Origines
"Crossiacum" apparait pour la première fois dans un document de 851 (É. Lambert, 1982). Il se situe dans le "pagus Ambienensi" (l'Amiénois). Ce toponyme serait composé du nom gaulois "Crossius" et du suffixe "-acum" (désignant un domaine). Croissy était donc à l'origine le siège d'un domaine agricole d'origine gauloise.
Le chapitre d'Amiens était le principal seigneur de Croissy. La maison dite "du chapitre", inscrite au titre des Monuments Historiques en 2013, en conserve le souvenir (https://www.pop.culture.gouv.fr/notice/merimee/PA60000085). Avec la grange aux dîmes attenante, elle formait un ensemble permettant aux seigneurs de mieux gérer et contrôler leurs domaines. C'est probablement à leur initiative qu'est créé une maladrerie (hôpital pour lépreux) à l'ouest du village.
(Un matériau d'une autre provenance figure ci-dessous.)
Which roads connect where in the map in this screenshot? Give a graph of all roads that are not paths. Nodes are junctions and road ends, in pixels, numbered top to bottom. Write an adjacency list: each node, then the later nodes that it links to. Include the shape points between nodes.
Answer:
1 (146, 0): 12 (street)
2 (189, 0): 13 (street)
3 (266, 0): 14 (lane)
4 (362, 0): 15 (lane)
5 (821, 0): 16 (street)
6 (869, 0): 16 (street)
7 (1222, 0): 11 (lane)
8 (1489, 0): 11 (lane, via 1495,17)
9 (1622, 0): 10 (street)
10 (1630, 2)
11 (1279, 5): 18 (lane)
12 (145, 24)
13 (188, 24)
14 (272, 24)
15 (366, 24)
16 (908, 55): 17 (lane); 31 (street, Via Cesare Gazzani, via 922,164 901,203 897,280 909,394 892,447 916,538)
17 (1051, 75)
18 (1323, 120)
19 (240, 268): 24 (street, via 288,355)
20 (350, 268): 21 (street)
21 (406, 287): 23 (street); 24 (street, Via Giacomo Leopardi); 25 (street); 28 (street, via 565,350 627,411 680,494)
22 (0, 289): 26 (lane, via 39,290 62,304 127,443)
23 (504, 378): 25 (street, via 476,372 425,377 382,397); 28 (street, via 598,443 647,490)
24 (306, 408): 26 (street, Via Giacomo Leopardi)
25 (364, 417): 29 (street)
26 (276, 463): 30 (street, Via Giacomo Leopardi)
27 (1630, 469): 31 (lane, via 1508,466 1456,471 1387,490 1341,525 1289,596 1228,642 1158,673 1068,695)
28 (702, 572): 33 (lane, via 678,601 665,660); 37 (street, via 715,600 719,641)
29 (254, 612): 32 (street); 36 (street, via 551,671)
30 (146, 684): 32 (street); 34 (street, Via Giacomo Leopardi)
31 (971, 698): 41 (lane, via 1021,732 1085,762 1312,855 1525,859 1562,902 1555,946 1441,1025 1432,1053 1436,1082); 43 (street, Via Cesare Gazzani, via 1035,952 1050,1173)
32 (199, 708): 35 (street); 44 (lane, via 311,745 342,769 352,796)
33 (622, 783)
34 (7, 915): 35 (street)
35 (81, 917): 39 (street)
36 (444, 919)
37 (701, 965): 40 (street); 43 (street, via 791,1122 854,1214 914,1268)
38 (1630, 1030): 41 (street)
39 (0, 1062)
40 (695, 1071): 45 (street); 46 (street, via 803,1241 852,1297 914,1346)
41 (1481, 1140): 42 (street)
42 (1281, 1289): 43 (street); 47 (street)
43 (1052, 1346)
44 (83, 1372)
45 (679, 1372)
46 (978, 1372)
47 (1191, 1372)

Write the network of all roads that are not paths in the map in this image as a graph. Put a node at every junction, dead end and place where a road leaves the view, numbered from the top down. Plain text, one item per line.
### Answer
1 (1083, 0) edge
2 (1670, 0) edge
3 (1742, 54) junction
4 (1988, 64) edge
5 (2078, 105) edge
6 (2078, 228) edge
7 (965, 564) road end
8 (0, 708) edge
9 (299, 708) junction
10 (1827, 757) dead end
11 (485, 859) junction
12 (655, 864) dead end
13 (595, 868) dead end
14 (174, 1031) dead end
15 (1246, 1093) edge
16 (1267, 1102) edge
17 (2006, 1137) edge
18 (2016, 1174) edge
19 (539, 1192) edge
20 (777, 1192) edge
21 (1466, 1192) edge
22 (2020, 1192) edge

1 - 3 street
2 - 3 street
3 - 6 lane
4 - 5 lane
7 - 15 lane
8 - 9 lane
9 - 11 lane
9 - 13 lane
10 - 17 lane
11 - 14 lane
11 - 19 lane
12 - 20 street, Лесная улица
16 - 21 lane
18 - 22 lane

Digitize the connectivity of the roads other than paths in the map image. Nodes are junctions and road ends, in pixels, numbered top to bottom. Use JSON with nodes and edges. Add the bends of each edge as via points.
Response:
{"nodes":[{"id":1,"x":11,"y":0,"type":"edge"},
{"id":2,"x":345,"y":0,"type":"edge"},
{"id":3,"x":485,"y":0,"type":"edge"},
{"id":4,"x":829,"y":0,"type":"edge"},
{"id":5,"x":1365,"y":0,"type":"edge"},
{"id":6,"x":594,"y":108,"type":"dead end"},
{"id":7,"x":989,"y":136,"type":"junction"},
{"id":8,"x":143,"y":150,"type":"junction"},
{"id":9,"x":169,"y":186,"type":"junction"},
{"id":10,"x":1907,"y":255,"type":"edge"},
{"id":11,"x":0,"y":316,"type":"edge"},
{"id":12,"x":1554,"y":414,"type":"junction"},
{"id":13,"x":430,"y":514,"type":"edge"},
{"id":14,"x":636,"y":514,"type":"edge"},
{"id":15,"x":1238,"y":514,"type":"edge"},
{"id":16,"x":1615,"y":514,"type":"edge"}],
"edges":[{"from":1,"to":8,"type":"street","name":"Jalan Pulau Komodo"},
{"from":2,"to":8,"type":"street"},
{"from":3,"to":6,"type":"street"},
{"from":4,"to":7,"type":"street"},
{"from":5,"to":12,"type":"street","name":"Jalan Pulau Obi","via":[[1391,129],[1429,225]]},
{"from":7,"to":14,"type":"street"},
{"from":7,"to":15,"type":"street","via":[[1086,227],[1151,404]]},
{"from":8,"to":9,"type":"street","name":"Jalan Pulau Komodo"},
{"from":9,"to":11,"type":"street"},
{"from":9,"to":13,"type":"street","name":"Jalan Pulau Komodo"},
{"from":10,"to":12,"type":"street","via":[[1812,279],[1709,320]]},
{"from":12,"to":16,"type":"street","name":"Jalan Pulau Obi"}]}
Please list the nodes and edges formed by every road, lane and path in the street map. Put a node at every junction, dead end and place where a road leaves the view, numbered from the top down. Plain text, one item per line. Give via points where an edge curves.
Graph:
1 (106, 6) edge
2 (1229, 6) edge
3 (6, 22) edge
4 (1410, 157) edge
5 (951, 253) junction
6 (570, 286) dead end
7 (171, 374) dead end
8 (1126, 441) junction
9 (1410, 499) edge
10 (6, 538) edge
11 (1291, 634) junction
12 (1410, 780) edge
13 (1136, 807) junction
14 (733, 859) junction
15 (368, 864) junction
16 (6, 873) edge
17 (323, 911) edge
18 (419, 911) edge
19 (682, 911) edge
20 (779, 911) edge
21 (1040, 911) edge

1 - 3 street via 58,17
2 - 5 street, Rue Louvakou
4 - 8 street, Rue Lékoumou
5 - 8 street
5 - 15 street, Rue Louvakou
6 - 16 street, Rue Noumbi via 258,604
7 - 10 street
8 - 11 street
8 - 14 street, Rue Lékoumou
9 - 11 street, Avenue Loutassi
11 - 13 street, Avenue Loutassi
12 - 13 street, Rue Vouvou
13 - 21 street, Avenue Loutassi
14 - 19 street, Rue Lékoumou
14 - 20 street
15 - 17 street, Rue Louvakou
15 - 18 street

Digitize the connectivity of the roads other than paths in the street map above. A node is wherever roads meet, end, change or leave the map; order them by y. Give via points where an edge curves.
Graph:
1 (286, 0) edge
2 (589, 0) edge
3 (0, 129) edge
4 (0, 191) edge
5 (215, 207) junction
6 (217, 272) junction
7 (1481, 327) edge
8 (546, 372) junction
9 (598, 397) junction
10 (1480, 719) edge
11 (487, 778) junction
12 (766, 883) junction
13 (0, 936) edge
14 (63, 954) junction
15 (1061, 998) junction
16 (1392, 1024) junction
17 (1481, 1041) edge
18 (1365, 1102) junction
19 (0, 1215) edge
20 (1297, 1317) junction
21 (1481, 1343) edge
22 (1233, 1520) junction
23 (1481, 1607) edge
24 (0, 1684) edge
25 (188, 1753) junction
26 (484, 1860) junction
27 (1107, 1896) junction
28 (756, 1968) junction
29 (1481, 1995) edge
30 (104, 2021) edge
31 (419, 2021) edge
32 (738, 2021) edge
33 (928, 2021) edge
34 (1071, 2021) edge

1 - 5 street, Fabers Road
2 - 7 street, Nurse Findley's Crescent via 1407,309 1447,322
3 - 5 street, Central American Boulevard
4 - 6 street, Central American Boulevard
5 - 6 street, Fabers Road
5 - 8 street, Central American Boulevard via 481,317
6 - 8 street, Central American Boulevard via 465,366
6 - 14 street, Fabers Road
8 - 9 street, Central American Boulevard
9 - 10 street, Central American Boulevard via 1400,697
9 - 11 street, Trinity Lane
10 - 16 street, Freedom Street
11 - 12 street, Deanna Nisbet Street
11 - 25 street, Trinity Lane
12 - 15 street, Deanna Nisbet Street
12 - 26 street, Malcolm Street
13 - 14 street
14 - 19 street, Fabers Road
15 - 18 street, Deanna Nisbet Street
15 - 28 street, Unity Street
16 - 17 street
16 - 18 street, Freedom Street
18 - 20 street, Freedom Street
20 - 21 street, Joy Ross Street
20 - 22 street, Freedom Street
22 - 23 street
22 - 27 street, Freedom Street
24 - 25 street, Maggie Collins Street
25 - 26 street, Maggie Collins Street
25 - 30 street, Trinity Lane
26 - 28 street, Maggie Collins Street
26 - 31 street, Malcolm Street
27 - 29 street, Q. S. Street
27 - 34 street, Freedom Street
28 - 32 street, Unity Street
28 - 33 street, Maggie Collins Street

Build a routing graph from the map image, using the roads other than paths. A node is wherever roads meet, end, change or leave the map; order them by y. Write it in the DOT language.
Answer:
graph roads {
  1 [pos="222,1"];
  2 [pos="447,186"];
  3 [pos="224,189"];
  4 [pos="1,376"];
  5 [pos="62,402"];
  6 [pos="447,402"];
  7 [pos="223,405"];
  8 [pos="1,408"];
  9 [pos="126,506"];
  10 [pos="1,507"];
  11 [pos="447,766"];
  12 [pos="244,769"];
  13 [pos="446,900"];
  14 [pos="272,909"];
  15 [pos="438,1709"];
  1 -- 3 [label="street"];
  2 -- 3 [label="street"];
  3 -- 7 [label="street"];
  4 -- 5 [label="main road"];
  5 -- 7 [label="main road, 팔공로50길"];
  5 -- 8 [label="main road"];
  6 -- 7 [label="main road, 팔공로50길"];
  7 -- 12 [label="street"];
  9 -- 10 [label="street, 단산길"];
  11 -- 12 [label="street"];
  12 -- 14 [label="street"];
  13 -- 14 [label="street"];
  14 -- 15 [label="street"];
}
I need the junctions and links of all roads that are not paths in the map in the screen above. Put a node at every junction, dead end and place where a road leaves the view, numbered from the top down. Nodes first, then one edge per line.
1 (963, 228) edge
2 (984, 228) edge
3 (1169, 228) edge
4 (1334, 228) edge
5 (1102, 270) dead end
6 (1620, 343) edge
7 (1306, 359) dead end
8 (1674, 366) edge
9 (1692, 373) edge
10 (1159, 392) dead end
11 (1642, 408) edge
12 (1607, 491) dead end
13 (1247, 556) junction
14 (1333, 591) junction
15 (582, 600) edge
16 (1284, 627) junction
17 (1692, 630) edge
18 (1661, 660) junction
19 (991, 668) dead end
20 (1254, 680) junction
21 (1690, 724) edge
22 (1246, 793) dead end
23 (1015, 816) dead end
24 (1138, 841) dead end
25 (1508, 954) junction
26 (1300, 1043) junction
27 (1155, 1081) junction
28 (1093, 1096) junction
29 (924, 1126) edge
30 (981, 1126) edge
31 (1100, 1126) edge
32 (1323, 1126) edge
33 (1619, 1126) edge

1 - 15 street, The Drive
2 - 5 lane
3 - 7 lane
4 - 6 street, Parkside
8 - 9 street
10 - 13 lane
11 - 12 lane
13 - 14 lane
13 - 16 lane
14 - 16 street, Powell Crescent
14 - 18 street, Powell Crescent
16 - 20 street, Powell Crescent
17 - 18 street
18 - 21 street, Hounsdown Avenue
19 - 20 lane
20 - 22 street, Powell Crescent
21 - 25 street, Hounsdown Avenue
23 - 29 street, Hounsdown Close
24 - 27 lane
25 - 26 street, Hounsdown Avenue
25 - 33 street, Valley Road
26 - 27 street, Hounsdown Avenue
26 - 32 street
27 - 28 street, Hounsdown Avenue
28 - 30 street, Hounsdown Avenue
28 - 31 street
Sous le nom de Malmaison, la ferme qui s'y trouve pourrait être l'ancien domaine associé à l'établissement. Comme à Fontaine-Bonneleau, les chanoines ont certainement été intéressés par la possibilité d'aménager des moulins. Au 18e siècle, les chanoines acquièrent le moulin dit du Roy qui devient alors le moulin des Moines. Ils achètent également la seigneurie et le domaine de Jean-Baptiste de Calonne dont le logis est toujours visible au n°11 rue d'Amiens (le premier niveau date du 16e siècle). Au 19e siècle, son propriétaire fait construire une chapelle Notre-Dame-de-Clémence en mémoire de sa fille décédée de la tuberculose.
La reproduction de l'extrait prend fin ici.